Isolating and Culturing Trophoblasts

Primary cells of the second trimester were purchased (Cat number 7120, ScienCell, Carlsbad, CA). As demonstrated in our previous study, EVs exert different effects on early stage trophoblast vs. term trophoblast cell cultures. Specifically, in HP women, treatment with EVs decreased apoptosis and induced higher migration in early-stage trophoblasts compared with untreated. Conversely, exposure to EVs obtained from women with GVCs increased term trophoblast apoptosis and inhibited early-stage trophoblast migration when compared to cells exposed to HP EVs (Shomer et al., 2013 (link)). Because GVCs begin earliest at 20 weeks of gestation (Peracoli et al., 2019 (link)), we preferred to study the effects of EVs on early stage trophoblasts and therefore did not culture HVT from term placentas.
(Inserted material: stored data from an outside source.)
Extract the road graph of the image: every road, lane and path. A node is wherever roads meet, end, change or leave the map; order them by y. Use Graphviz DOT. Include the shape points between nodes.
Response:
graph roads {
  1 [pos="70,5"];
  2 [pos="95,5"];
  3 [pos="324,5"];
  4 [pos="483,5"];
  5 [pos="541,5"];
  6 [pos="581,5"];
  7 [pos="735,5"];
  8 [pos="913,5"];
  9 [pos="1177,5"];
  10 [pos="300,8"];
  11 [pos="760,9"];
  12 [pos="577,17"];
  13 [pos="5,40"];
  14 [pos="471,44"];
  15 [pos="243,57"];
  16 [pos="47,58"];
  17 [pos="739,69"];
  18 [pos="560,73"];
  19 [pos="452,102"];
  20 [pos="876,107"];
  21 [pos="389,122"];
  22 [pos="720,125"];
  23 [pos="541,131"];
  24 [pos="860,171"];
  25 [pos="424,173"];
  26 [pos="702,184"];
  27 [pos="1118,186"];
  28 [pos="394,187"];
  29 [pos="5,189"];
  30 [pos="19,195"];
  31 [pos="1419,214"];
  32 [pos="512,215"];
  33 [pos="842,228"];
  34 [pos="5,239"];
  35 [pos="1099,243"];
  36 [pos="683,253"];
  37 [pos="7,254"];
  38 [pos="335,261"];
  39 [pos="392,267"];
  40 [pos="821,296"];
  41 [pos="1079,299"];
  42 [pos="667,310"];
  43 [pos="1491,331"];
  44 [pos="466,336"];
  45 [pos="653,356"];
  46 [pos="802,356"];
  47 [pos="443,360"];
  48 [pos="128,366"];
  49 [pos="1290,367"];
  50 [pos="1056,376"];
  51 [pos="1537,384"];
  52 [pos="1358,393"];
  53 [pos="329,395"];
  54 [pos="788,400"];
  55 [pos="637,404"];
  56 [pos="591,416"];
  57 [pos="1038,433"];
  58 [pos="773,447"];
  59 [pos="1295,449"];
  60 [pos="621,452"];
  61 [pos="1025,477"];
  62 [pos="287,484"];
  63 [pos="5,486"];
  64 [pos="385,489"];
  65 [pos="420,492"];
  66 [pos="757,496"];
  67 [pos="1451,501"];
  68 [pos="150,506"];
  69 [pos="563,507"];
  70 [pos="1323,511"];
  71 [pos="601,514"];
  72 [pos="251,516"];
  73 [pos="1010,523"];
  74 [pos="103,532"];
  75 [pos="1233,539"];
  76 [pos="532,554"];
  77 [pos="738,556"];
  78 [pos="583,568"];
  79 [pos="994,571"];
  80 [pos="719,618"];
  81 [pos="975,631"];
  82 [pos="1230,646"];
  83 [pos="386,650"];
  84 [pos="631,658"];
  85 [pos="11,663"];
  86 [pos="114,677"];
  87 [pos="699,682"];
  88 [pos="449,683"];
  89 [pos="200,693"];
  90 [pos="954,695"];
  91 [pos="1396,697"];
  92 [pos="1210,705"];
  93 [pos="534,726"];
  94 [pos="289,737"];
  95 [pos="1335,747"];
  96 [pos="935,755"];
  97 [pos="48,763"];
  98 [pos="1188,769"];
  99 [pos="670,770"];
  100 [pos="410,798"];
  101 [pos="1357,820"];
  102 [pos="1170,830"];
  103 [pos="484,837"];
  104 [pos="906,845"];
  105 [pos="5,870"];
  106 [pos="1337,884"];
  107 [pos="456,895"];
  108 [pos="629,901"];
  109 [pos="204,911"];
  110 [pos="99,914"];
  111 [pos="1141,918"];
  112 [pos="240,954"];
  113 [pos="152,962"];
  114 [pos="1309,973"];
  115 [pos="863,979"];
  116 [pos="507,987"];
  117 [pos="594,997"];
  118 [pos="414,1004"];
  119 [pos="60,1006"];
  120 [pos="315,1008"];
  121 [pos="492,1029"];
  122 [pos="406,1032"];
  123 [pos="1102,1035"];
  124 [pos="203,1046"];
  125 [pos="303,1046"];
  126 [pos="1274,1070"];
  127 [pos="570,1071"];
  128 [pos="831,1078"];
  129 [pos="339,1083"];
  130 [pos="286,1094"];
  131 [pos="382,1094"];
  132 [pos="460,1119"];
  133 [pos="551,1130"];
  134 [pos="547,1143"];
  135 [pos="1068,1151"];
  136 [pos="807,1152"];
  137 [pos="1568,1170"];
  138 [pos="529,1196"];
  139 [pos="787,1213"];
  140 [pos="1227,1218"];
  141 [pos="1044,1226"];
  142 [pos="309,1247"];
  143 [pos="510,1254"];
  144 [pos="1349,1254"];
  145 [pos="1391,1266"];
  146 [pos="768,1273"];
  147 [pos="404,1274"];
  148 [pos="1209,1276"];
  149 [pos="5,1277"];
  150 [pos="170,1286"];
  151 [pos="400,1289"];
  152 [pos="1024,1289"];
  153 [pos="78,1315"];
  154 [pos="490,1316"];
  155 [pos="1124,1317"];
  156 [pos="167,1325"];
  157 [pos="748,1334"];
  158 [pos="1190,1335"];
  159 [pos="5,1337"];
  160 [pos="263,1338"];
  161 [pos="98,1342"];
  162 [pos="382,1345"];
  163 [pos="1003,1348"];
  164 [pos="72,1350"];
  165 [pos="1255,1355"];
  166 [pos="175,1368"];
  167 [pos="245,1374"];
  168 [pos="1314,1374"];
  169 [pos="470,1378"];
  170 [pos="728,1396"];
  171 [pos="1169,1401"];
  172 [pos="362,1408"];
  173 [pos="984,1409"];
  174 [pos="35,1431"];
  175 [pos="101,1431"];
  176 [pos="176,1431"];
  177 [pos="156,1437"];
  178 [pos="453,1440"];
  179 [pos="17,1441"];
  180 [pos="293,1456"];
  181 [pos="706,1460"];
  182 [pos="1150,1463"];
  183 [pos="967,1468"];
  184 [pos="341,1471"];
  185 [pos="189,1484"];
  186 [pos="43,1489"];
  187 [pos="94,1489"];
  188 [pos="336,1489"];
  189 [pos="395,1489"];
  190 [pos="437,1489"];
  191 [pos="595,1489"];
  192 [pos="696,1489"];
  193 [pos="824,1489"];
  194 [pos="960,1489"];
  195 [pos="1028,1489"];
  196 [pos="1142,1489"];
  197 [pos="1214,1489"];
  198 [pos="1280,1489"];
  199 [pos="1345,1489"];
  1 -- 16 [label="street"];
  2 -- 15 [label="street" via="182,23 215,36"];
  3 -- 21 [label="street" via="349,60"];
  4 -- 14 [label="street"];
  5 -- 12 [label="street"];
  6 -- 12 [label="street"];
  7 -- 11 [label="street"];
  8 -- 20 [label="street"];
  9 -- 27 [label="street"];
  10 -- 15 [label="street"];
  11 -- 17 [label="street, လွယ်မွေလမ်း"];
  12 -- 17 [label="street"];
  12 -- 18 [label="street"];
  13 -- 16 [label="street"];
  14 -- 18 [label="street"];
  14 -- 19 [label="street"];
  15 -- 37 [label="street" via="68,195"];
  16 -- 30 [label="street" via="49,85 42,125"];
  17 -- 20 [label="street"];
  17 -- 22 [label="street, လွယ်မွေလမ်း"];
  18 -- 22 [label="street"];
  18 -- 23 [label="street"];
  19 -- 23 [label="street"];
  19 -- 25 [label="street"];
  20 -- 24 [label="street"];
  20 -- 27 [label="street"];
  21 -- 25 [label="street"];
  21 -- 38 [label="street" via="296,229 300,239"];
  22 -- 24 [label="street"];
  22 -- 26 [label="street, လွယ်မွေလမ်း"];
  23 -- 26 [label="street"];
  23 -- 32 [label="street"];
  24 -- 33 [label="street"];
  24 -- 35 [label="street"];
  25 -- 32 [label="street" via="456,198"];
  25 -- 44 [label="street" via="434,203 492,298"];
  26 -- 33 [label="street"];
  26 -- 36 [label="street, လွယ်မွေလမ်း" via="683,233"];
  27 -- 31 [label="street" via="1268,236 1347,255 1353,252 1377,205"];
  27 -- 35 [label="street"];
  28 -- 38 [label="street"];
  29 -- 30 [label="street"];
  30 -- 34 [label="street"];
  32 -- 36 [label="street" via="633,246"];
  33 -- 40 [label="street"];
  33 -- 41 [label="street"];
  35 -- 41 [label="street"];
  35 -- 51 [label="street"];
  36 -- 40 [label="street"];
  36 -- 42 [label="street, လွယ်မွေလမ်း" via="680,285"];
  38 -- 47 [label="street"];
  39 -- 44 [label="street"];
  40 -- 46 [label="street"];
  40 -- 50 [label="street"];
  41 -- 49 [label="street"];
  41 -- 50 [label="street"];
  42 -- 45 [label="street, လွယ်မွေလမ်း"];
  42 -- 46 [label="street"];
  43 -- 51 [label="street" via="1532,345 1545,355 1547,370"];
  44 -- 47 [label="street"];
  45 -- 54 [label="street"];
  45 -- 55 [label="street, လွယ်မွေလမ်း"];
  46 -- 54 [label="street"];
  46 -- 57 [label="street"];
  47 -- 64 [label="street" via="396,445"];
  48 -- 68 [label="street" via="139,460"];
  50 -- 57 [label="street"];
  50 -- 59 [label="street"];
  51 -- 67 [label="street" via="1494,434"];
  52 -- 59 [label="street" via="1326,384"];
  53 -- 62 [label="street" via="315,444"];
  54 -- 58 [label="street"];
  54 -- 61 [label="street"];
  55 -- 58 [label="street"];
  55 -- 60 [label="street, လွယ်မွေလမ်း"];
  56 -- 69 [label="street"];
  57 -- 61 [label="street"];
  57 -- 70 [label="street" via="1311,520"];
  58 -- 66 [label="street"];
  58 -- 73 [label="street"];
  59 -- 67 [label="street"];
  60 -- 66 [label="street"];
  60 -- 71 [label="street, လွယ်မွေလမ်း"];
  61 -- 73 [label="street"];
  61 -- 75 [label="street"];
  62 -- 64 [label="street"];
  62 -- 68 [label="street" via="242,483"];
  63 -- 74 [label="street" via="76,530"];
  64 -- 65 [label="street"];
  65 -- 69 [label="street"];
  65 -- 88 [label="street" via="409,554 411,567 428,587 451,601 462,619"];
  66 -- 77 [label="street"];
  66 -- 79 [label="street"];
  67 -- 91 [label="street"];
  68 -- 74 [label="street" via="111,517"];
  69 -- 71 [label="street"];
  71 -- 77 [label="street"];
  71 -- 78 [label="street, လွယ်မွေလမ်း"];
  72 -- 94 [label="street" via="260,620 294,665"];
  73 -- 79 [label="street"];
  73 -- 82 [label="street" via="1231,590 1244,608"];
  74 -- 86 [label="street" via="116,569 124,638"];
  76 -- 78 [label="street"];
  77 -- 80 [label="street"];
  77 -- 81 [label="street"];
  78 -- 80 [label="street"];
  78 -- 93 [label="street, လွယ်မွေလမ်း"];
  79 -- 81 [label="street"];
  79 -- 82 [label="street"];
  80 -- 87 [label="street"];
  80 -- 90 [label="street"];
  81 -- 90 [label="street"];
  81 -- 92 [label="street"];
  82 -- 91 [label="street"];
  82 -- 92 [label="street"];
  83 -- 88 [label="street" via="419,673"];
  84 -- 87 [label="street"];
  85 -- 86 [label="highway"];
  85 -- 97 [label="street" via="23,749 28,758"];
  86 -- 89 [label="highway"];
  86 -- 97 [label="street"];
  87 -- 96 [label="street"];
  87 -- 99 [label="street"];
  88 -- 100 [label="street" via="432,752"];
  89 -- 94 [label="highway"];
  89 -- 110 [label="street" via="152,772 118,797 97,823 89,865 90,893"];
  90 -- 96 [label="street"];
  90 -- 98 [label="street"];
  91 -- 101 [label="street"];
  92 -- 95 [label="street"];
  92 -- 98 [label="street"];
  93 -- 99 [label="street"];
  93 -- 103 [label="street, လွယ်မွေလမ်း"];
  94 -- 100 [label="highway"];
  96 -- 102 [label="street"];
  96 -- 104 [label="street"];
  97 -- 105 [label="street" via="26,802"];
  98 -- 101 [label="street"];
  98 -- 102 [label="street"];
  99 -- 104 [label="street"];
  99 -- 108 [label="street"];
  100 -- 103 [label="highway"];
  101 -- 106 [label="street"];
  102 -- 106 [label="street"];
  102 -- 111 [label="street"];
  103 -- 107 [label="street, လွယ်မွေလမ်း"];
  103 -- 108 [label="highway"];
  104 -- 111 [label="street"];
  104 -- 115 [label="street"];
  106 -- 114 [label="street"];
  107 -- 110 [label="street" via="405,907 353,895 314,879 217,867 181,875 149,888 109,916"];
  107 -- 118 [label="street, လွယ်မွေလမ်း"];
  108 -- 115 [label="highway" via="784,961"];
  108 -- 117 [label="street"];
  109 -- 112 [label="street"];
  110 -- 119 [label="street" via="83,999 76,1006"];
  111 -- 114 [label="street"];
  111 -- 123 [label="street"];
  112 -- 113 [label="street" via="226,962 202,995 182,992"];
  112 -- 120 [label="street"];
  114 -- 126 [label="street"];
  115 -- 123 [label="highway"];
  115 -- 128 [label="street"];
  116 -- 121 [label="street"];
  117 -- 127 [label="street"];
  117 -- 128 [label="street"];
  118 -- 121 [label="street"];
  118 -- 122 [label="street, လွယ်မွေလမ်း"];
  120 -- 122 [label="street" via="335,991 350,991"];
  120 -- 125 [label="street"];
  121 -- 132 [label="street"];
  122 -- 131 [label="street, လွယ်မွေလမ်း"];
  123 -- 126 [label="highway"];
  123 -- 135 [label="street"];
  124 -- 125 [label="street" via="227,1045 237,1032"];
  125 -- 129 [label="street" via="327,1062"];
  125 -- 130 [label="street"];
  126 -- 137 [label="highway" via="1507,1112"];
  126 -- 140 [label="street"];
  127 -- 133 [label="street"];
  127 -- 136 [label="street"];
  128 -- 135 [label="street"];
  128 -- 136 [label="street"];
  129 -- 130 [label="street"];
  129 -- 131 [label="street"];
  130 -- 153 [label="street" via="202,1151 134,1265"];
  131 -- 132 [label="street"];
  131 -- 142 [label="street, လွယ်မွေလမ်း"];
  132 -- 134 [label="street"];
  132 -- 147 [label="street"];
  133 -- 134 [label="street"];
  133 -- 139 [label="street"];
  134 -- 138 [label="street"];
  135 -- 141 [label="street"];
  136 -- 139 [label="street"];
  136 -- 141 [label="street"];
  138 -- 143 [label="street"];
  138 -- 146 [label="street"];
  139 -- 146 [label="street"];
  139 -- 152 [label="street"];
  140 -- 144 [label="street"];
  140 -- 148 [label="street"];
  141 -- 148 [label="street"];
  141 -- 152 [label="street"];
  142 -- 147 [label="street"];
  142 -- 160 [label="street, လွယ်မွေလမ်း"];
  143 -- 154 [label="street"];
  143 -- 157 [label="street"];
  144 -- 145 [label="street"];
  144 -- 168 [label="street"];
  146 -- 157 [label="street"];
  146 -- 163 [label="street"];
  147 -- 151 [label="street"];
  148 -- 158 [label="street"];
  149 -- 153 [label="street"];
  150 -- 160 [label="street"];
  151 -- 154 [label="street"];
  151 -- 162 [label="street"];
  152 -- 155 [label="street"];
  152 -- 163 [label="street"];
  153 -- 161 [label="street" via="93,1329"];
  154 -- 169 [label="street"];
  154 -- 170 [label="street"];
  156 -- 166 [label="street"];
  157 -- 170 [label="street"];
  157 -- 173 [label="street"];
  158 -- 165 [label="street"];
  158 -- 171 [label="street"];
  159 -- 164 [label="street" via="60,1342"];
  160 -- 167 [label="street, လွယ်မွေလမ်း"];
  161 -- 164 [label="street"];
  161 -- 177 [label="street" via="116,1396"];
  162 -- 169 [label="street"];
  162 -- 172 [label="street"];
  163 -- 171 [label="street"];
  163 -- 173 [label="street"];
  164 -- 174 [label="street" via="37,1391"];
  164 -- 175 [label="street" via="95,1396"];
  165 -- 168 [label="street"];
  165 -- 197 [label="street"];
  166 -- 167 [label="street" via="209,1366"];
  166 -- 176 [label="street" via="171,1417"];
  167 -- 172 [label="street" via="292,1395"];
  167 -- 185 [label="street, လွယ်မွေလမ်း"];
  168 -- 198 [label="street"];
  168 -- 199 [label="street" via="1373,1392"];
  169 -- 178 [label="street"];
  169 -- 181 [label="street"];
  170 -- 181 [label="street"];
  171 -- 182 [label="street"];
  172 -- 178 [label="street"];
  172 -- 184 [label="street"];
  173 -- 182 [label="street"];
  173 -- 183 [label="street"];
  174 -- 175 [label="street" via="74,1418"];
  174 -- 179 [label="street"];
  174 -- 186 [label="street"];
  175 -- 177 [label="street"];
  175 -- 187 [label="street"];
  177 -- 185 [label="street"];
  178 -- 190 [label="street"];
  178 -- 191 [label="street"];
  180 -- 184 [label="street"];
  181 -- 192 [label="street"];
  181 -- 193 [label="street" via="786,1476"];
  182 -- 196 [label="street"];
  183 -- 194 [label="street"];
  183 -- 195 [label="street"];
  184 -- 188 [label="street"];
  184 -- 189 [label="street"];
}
HVT were grown in a recommended trophoblast medium (50%, catalog number 7121, Sciencell) supplemented with Dulbecco’s Modified Eagle Medium–high glucose (22%, Biological Industries, Israel), F-12 (HAM) nutrient mixture (22%, Biological Industries, Israel), fetal calf serum (FCS) (10%, Biological Industries, Israel), and penicillin G sodium salt (10,000 units/mL) - streptomycin sulfate (10 mg/ml)–nystatin (1,250 units/mL) solution (1%, Biological Industries, Israel). The cells were grown at 37°C, 5% CO2. Passages 4-8 were used for experiments. HVT cell cultures were labeled with anti-hPL to ensure quality control of their contents. As in our previous studies, greater than 90% labeling with anti-hPL was considered a pure trophoblast culture (Shomer et al., 2013 (link)).